- Supplied data

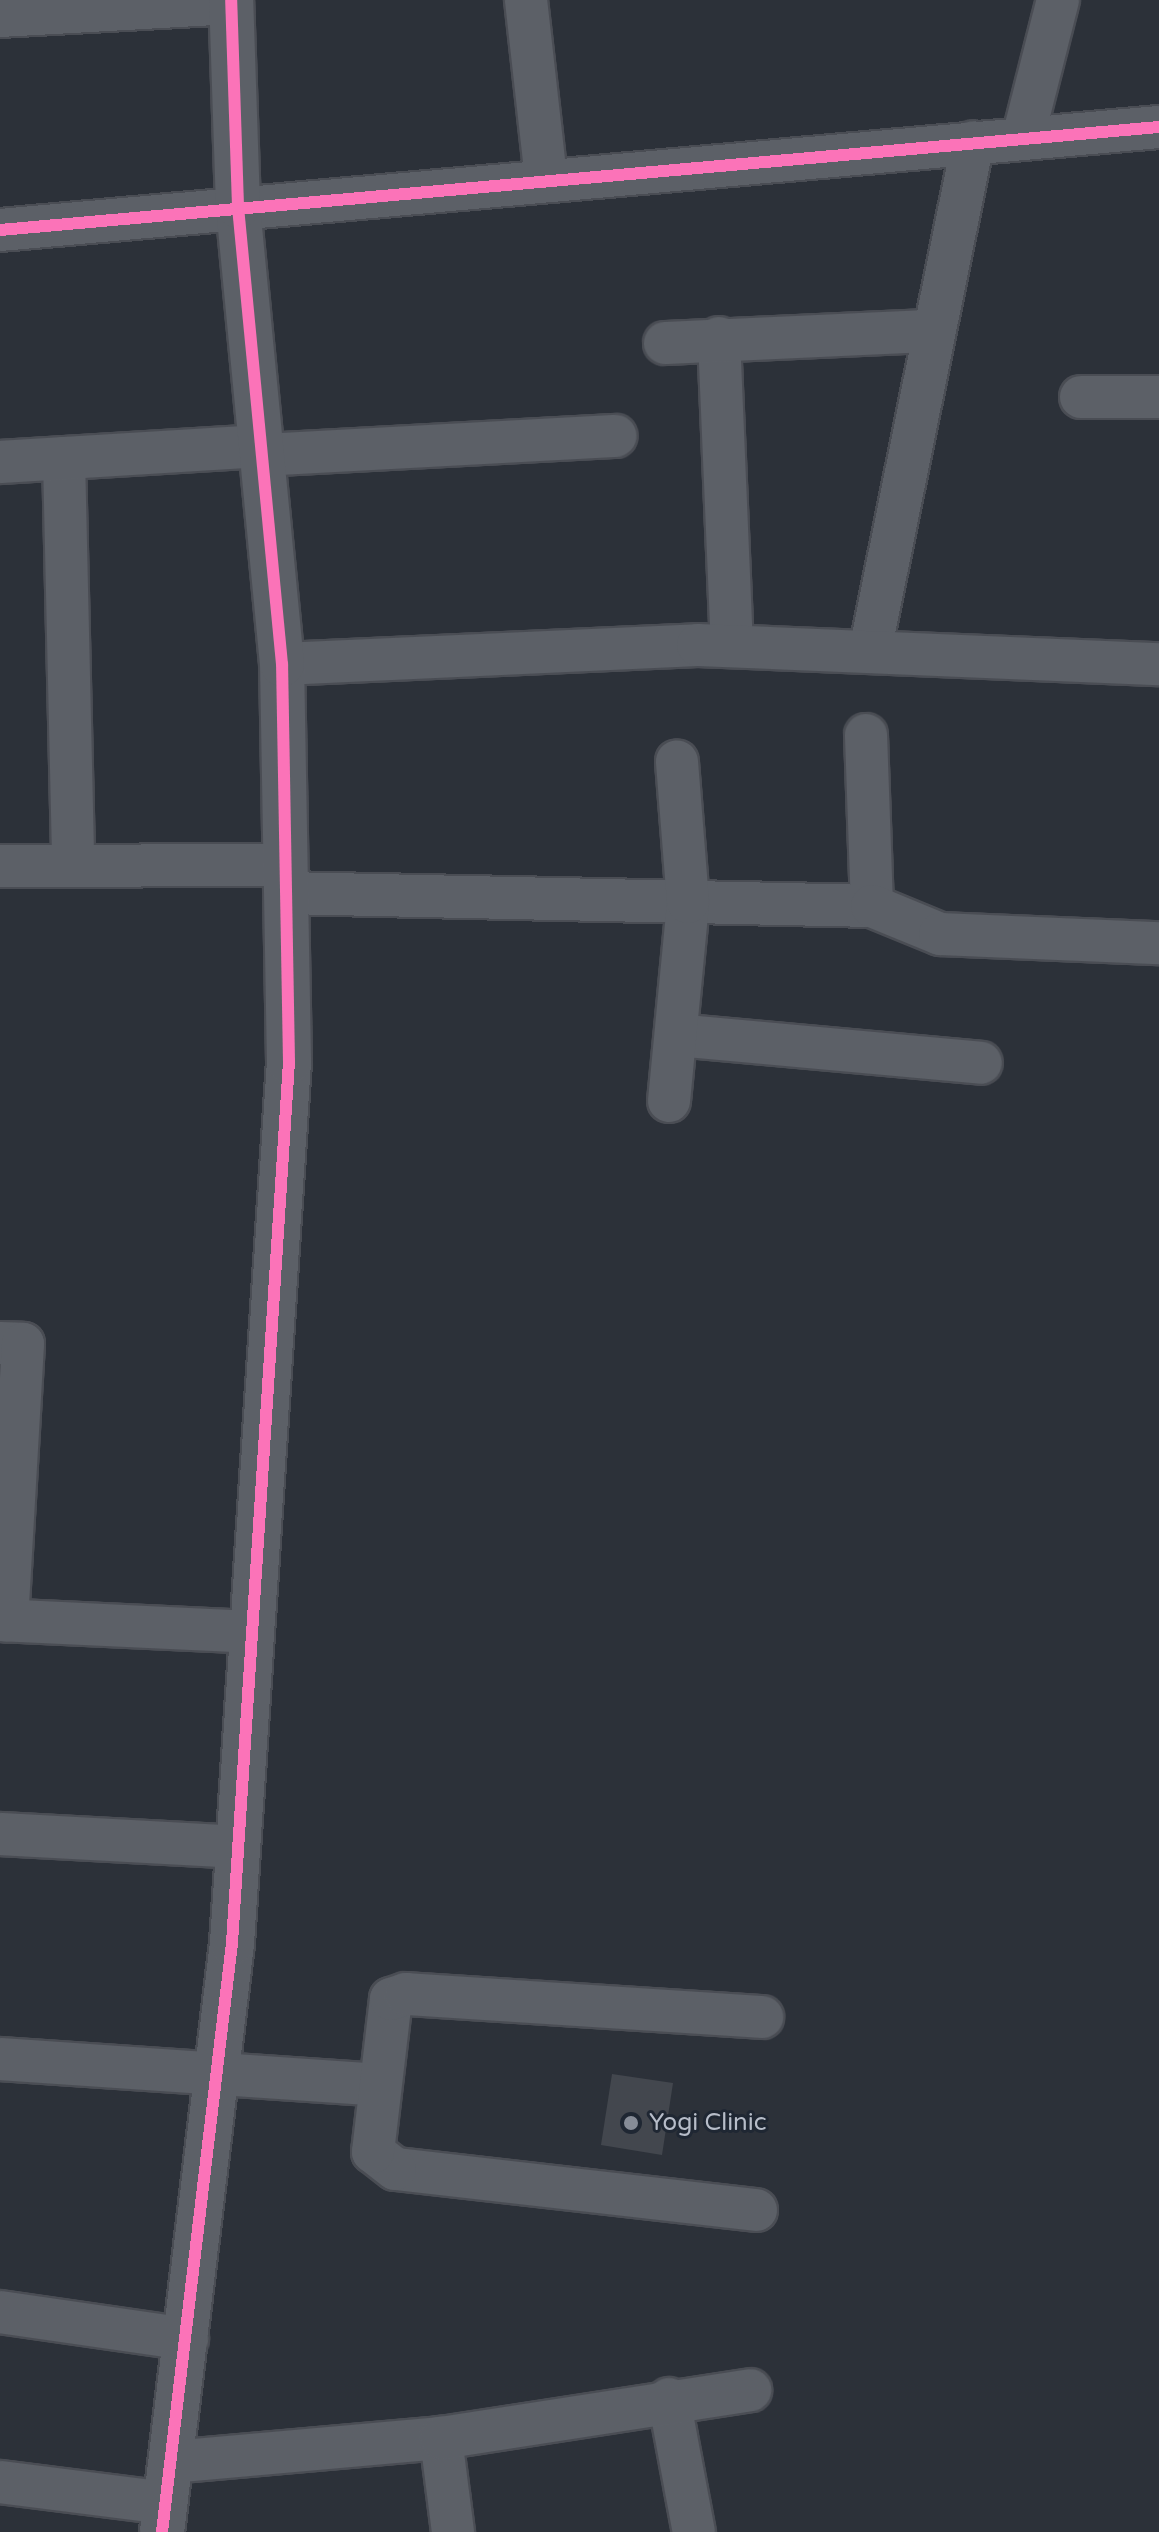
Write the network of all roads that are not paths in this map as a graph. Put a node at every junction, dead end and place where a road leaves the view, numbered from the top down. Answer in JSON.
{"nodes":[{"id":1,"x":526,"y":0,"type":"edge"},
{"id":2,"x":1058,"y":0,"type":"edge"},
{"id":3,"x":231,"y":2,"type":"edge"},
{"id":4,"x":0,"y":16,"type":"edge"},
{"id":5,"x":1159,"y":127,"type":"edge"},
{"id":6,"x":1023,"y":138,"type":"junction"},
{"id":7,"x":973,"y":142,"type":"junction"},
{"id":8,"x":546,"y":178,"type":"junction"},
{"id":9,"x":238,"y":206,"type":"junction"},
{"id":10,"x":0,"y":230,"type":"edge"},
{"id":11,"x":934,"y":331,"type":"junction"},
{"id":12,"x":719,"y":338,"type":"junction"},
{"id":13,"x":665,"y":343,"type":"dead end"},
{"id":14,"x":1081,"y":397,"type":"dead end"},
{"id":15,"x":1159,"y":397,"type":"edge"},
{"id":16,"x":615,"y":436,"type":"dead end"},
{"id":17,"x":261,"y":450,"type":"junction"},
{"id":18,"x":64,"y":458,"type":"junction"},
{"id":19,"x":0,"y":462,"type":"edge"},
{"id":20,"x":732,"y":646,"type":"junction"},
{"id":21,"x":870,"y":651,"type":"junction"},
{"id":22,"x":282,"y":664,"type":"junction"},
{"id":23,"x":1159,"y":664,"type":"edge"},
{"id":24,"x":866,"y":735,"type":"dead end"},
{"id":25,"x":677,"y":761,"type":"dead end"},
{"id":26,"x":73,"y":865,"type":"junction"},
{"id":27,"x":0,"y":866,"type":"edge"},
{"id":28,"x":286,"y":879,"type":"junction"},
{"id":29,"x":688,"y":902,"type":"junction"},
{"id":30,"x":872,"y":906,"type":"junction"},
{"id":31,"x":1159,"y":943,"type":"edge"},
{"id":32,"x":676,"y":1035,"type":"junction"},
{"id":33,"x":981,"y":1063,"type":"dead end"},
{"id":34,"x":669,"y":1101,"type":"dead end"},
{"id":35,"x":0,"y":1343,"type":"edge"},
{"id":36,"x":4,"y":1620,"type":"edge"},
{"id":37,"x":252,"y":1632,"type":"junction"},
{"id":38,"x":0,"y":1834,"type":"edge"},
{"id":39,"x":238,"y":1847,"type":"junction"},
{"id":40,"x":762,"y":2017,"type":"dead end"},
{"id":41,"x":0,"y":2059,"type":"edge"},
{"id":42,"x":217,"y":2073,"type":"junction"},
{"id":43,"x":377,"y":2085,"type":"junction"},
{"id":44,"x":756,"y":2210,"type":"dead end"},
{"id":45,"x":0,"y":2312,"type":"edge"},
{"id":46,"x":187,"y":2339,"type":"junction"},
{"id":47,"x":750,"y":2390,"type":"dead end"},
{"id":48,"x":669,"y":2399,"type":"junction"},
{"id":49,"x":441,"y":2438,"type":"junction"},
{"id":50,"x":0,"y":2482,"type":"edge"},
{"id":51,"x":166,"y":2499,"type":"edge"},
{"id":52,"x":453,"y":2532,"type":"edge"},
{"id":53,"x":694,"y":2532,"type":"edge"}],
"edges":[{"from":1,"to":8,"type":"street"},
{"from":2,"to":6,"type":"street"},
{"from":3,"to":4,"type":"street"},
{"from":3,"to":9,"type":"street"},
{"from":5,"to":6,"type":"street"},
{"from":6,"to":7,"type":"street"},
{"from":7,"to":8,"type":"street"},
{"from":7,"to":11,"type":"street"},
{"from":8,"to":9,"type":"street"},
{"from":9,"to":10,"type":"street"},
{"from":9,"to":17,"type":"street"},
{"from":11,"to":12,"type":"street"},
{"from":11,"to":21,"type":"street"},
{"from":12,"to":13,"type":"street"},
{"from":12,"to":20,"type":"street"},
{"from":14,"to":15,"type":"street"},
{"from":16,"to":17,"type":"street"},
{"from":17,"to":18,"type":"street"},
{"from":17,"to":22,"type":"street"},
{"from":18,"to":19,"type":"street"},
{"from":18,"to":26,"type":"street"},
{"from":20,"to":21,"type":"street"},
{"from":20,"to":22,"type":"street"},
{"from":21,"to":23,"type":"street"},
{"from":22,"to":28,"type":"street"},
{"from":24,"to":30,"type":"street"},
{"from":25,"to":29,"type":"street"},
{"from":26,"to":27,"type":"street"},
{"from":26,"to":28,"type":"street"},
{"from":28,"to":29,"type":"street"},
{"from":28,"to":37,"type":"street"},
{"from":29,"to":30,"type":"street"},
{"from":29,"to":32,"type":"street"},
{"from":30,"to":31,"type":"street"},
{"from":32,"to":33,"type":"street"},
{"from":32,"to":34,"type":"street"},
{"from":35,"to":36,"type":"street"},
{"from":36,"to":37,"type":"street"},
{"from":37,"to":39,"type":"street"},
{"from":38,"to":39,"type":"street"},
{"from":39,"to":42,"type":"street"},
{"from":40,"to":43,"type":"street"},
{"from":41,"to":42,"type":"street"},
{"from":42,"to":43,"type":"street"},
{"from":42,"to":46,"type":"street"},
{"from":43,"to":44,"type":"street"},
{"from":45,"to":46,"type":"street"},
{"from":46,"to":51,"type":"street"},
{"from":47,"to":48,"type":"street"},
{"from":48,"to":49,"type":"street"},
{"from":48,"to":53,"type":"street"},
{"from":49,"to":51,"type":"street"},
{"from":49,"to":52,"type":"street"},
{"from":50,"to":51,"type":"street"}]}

- Exercise requirements
Without any pictures, output the entries above exactly as they appear.

- Task solution
Write the network of all roads that are not paths in this map as a graph. Put a node at every junction, dead end and place where a road leaves the view, numbered from the top down. Answer in JSON.
{"nodes":[{"id":1,"x":526,"y":0,"type":"edge"},
{"id":2,"x":1058,"y":0,"type":"edge"},
{"id":3,"x":231,"y":2,"type":"edge"},
{"id":4,"x":0,"y":16,"type":"edge"},
{"id":5,"x":1159,"y":127,"type":"edge"},
{"id":6,"x":1023,"y":138,"type":"junction"},
{"id":7,"x":973,"y":142,"type":"junction"},
{"id":8,"x":546,"y":178,"type":"junction"},
{"id":9,"x":238,"y":206,"type":"junction"},
{"id":10,"x":0,"y":230,"type":"edge"},
{"id":11,"x":934,"y":331,"type":"junction"},
{"id":12,"x":719,"y":338,"type":"junction"},
{"id":13,"x":665,"y":343,"type":"dead end"},
{"id":14,"x":1081,"y":397,"type":"dead end"},
{"id":15,"x":1159,"y":397,"type":"edge"},
{"id":16,"x":615,"y":436,"type":"dead end"},
{"id":17,"x":261,"y":450,"type":"junction"},
{"id":18,"x":64,"y":458,"type":"junction"},
{"id":19,"x":0,"y":462,"type":"edge"},
{"id":20,"x":732,"y":646,"type":"junction"},
{"id":21,"x":870,"y":651,"type":"junction"},
{"id":22,"x":282,"y":664,"type":"junction"},
{"id":23,"x":1159,"y":664,"type":"edge"},
{"id":24,"x":866,"y":735,"type":"dead end"},
{"id":25,"x":677,"y":761,"type":"dead end"},
{"id":26,"x":73,"y":865,"type":"junction"},
{"id":27,"x":0,"y":866,"type":"edge"},
{"id":28,"x":286,"y":879,"type":"junction"},
{"id":29,"x":688,"y":902,"type":"junction"},
{"id":30,"x":872,"y":906,"type":"junction"},
{"id":31,"x":1159,"y":943,"type":"edge"},
{"id":32,"x":676,"y":1035,"type":"junction"},
{"id":33,"x":981,"y":1063,"type":"dead end"},
{"id":34,"x":669,"y":1101,"type":"dead end"},
{"id":35,"x":0,"y":1343,"type":"edge"},
{"id":36,"x":4,"y":1620,"type":"edge"},
{"id":37,"x":252,"y":1632,"type":"junction"},
{"id":38,"x":0,"y":1834,"type":"edge"},
{"id":39,"x":238,"y":1847,"type":"junction"},
{"id":40,"x":762,"y":2017,"type":"dead end"},
{"id":41,"x":0,"y":2059,"type":"edge"},
{"id":42,"x":217,"y":2073,"type":"junction"},
{"id":43,"x":377,"y":2085,"type":"junction"},
{"id":44,"x":756,"y":2210,"type":"dead end"},
{"id":45,"x":0,"y":2312,"type":"edge"},
{"id":46,"x":187,"y":2339,"type":"junction"},
{"id":47,"x":750,"y":2390,"type":"dead end"},
{"id":48,"x":669,"y":2399,"type":"junction"},
{"id":49,"x":441,"y":2438,"type":"junction"},
{"id":50,"x":0,"y":2482,"type":"edge"},
{"id":51,"x":166,"y":2499,"type":"edge"},
{"id":52,"x":453,"y":2532,"type":"edge"},
{"id":53,"x":694,"y":2532,"type":"edge"}],
"edges":[{"from":1,"to":8,"type":"street"},
{"from":2,"to":6,"type":"street"},
{"from":3,"to":4,"type":"street"},
{"from":3,"to":9,"type":"street"},
{"from":5,"to":6,"type":"street"},
{"from":6,"to":7,"type":"street"},
{"from":7,"to":8,"type":"street"},
{"from":7,"to":11,"type":"street"},
{"from":8,"to":9,"type":"street"},
{"from":9,"to":10,"type":"street"},
{"from":9,"to":17,"type":"street"},
{"from":11,"to":12,"type":"street"},
{"from":11,"to":21,"type":"street"},
{"from":12,"to":13,"type":"street"},
{"from":12,"to":20,"type":"street"},
{"from":14,"to":15,"type":"street"},
{"from":16,"to":17,"type":"street"},
{"from":17,"to":18,"type":"street"},
{"from":17,"to":22,"type":"street"},
{"from":18,"to":19,"type":"street"},
{"from":18,"to":26,"type":"street"},
{"from":20,"to":21,"type":"street"},
{"from":20,"to":22,"type":"street"},
{"from":21,"to":23,"type":"street"},
{"from":22,"to":28,"type":"street"},
{"from":24,"to":30,"type":"street"},
{"from":25,"to":29,"type":"street"},
{"from":26,"to":27,"type":"street"},
{"from":26,"to":28,"type":"street"},
{"from":28,"to":29,"type":"street"},
{"from":28,"to":37,"type":"street"},
{"from":29,"to":30,"type":"street"},
{"from":29,"to":32,"type":"street"},
{"from":30,"to":31,"type":"street"},
{"from":32,"to":33,"type":"street"},
{"from":32,"to":34,"type":"street"},
{"from":35,"to":36,"type":"street"},
{"from":36,"to":37,"type":"street"},
{"from":37,"to":39,"type":"street"},
{"from":38,"to":39,"type":"street"},
{"from":39,"to":42,"type":"street"},
{"from":40,"to":43,"type":"street"},
{"from":41,"to":42,"type":"street"},
{"from":42,"to":43,"type":"street"},
{"from":42,"to":46,"type":"street"},
{"from":43,"to":44,"type":"street"},
{"from":45,"to":46,"type":"street"},
{"from":46,"to":51,"type":"street"},
{"from":47,"to":48,"type":"street"},
{"from":48,"to":49,"type":"street"},
{"from":48,"to":53,"type":"street"},
{"from":49,"to":51,"type":"street"},
{"from":49,"to":52,"type":"street"},
{"from":50,"to":51,"type":"street"}]}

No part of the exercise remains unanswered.